Former Gurkhas have been deployed to patrol Britain's railway network to prevent the theft cables and metal from the lines, it has been reported.
In May Network Rail estimated that there was on average six "attacks" on its network a day, a 52% jump on the previous year, resulting in over 16,000 hours of delay and a cost of £43m over the past three years.
According to the Daily Telegraph, the Gurkhas are being used mainly in areas of north east England which have been targeted by gangs.
The Nepalese former British soldiers are employed by an arm of private security firm G4S and managed by other ex-British Army officers.

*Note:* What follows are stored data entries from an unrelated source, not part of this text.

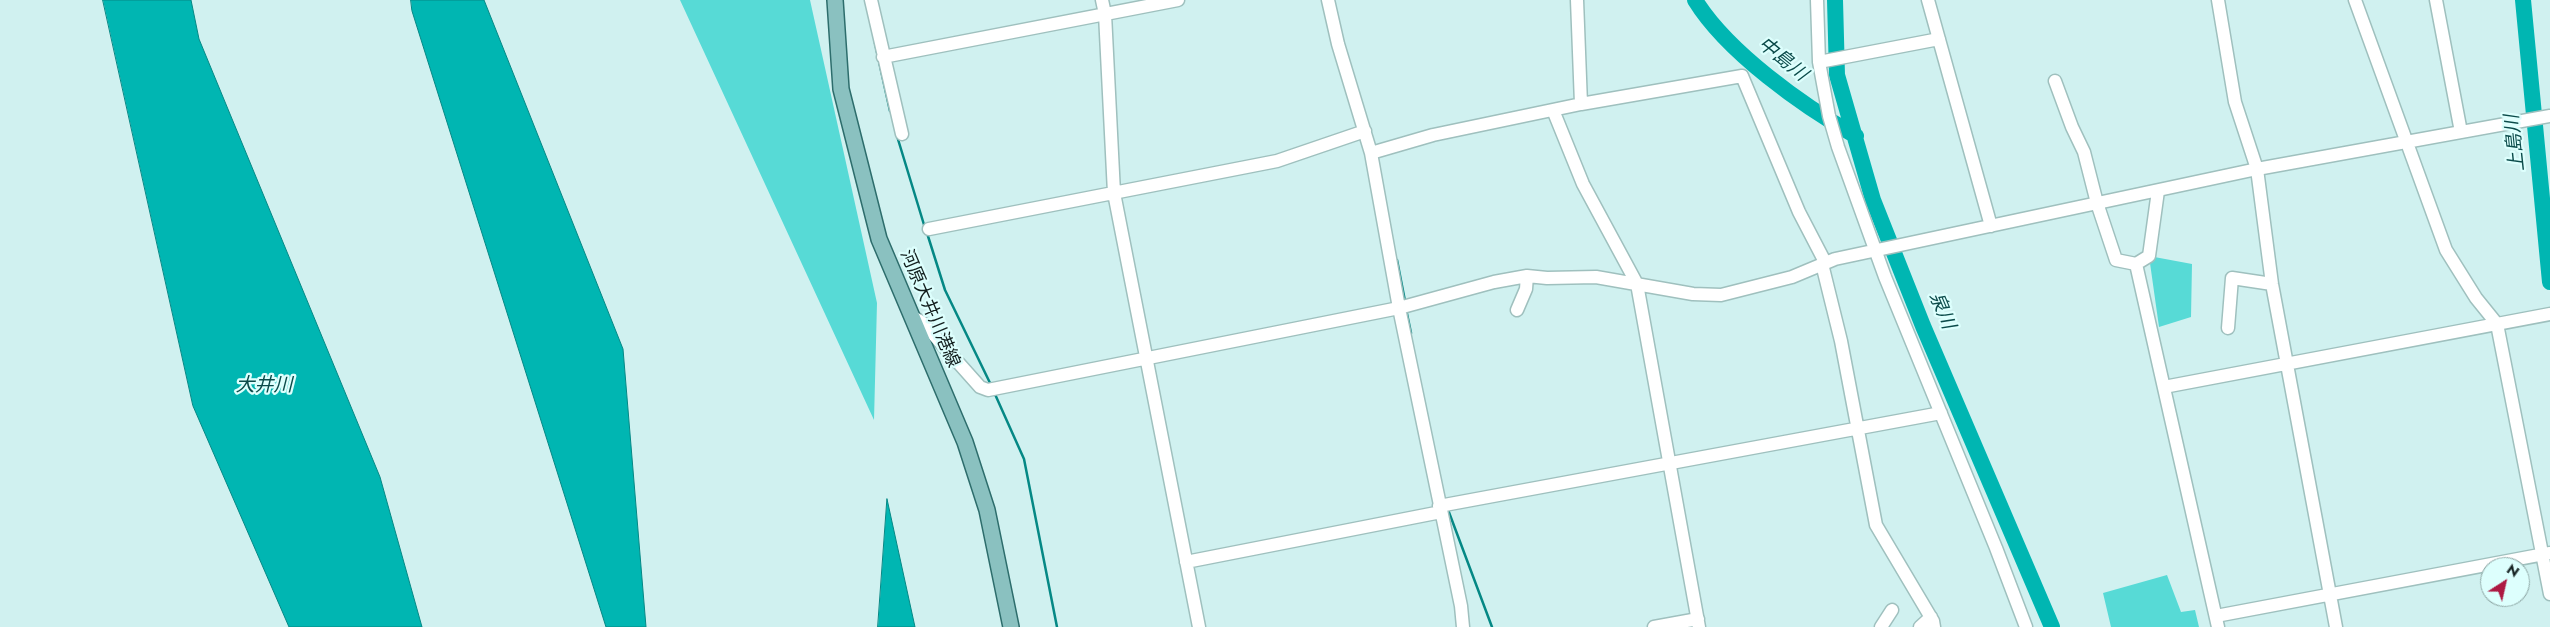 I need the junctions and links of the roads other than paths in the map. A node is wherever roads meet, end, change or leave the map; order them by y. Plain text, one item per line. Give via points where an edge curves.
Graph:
1 (835, 0) edge
2 (871, 0) edge
3 (1102, 0) edge
4 (1178, 0) edge
5 (1328, 0) edge
6 (1577, 0) edge
7 (1817, 0) edge
8 (1928, 0) edge
9 (2218, 0) edge
10 (2355, 0) edge
11 (2436, 0) edge
12 (1105, 14) junction
13 (1939, 39) junction
14 (883, 57) junction
15 (1820, 62) junction
16 (2055, 81) dead end
17 (1581, 104) junction
18 (1553, 110) junction
19 (2547, 117) edge
20 (1365, 131) junction
21 (2461, 132) junction
22 (902, 134) dead end
23 (2407, 142) junction
24 (1370, 153) junction
25 (2257, 169) junction
26 (2158, 191) junction
27 (1114, 193) junction
28 (2098, 203) junction
29 (1991, 226) junction
30 (930, 229) dead end
31 (1876, 250) junction
32 (1823, 263) junction
33 (2136, 264) junction
34 (1527, 276) junction
35 (1636, 284) junction
36 (2272, 284) junction
37 (1403, 307) junction
38 (1517, 310) dead end
39 (2548, 314) edge
40 (912, 316) junction
41 (2497, 324) junction
42 (2228, 328) dead end
43 (1145, 359) junction
44 (2286, 364) junction
45 (2164, 387) junction
46 (1941, 413) junction
47 (1859, 429) junction
48 (1670, 464) junction
49 (1443, 507) junction
50 (2546, 554) edge
51 (1186, 562) junction
52 (2550, 594) edge
53 (2330, 595) junction
54 (1892, 610) dead end
55 (2217, 621) edge
56 (1933, 622) edge
57 (1698, 623) edge
58 (1011, 627) edge
59 (1199, 627) edge
60 (1462, 627) edge
61 (1654, 627) edge
62 (1881, 627) edge
63 (1920, 627) edge
64 (2026, 627) edge
65 (2336, 627) edge

1 - 40 main road, 河原大井川港線 via 841,88 879,239
2 - 14 street
3 - 12 street
4 - 12 street
5 - 20 street
6 - 17 street
7 - 15 street
8 - 13 street
9 - 25 street via 2235,102
10 - 23 street
11 - 21 street
12 - 14 street
12 - 27 street
13 - 15 street
13 - 29 street
14 - 22 street
15 - 31 street via 1829,116
16 - 28 street via 2084,152
17 - 18 street
17 - 32 street via 1742,76 1798,212
18 - 24 street via 1433,135
18 - 35 street via 1583,184
19 - 21 street
20 - 24 street
20 - 27 street via 1277,161
21 - 23 street
23 - 25 street
23 - 41 street via 2446,250 2476,298
24 - 37 street
25 - 26 street
25 - 36 street
26 - 28 street
26 - 33 street via 2149,256
27 - 30 street
27 - 43 street
28 - 29 street
28 - 33 street via 2116,260
29 - 31 street
31 - 32 street
31 - 46 street
32 - 35 street via 1792,277 1722,295 1693,294
32 - 47 street
33 - 45 street
34 - 35 street via 1596,277
34 - 37 street
34 - 38 street via 1526,289
35 - 48 street
36 - 42 street via 2232,278
36 - 44 street
37 - 43 street
37 - 49 street
39 - 41 street
40 - 43 street via 923,323 980,387 993,389
40 - 58 main road, 河原大井川港線 via 965,442 987,510
41 - 44 street
41 - 50 street
43 - 51 street
44 - 45 street
44 - 53 street
45 - 55 street
46 - 47 street
46 - 64 street
47 - 48 street
47 - 56 street via 1876,525
48 - 49 street
48 - 57 street
49 - 51 street
49 - 60 street
50 - 52 street
50 - 53 street
51 - 59 street
53 - 55 street
53 - 65 street
54 - 62 street
56 - 63 street
57 - 61 street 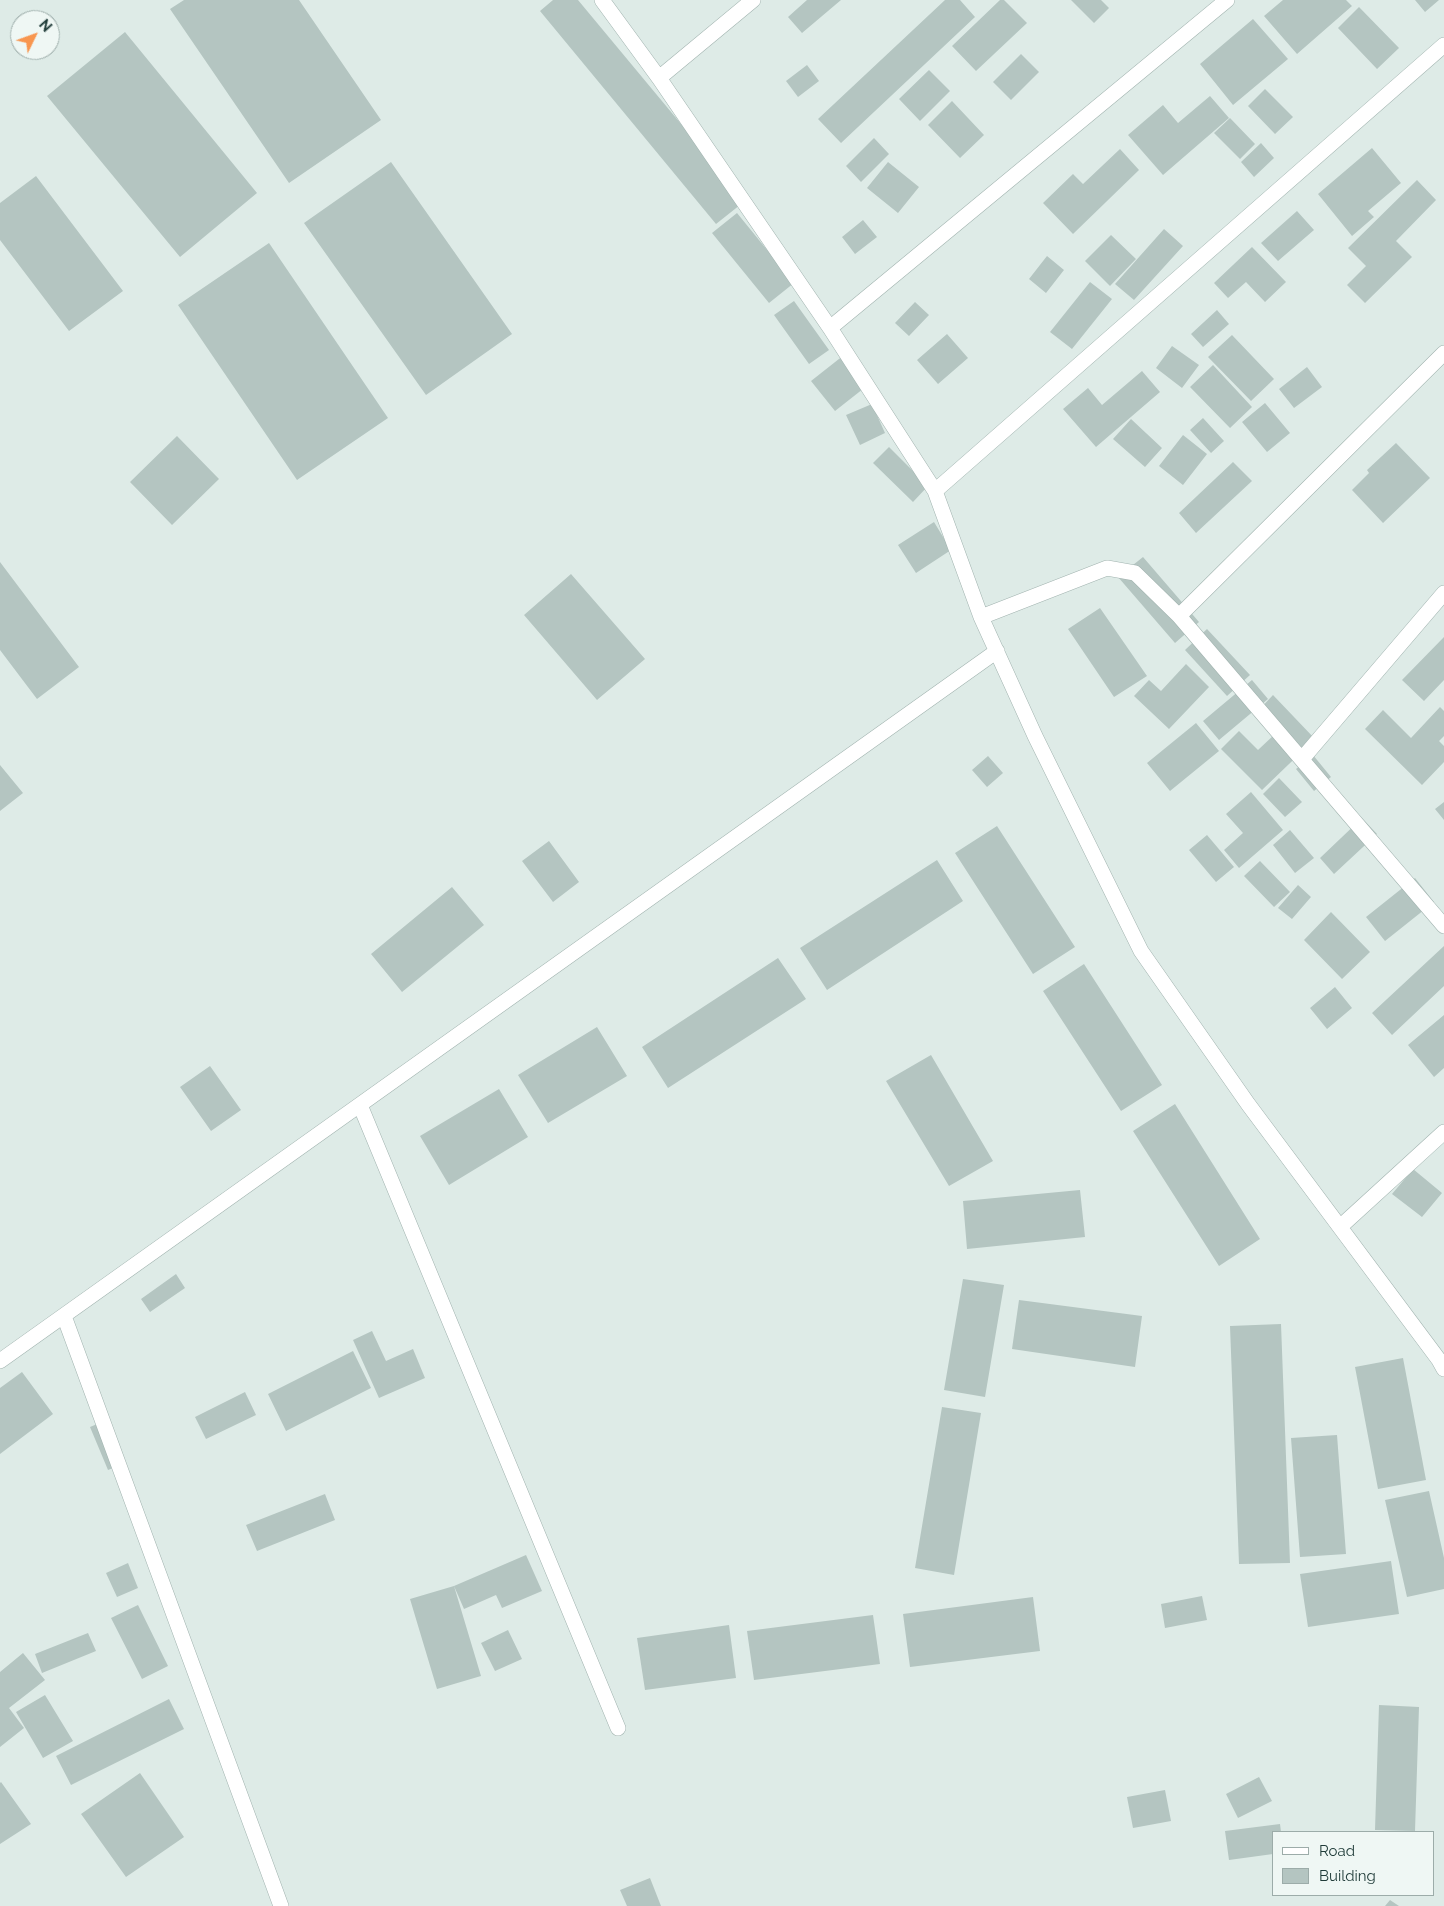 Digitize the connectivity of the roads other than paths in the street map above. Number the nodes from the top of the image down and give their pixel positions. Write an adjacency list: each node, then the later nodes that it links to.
1 (602, 0): 5 (street)
2 (753, 0): 5 (street)
3 (1227, 0): 6 (street)
4 (1444, 45): 8 (street)
5 (659, 78): 6 (street)
6 (830, 328): 8 (street)
7 (1444, 353): 10 (street)
8 (935, 491): 11 (street)
9 (1444, 593): 13 (street)
10 (1179, 616): 11 (street); 13 (street)
11 (982, 618): 12 (street)
12 (997, 652): 15 (street); 17 (street)
13 (1302, 759): 14 (street)
14 (1444, 926)
15 (360, 1105): 18 (street); 21 (street)
16 (1444, 1132): 17 (street)
17 (1340, 1227): 20 (street)
18 (64, 1316): 19 (street); 22 (street)
19 (0, 1361)
20 (1444, 1369)
21 (618, 1728)
22 (281, 1906)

G4S Gurkha Services claims to offer "an enhanced, strategic security solution" to its clients which includes protection for diplomatic residences and security and training for the Ministry of Defence.
The company says it helps tackle metal theft by analysing "incident trends", identifying high risk sites and gathering additional information "using overt or covert operations" as required.
Speaking during prime minister's questions on Wednesday Conservative MP Jason McCartney said metal theft also extended beyond the railway and called for action.
"Homes and churches are being pilfered of their lead and copper and, in the past month, one churchyard in Huddersfield has had 169 memorial plaques stolen for their metal," he said.
David Cameron told the Colne Valley MP the government was working to tackle the problem.
"The theft of metal, particularly from war memorials, is an absolutely sickening and disgusting crime," he said.
"We are working with the Association of Chief Police Officers to put in place an action plan to deal with this, which will involve looking again at the whole regulation of scrap metal dealers. We are determined to do that to put a stop to this appalling crime."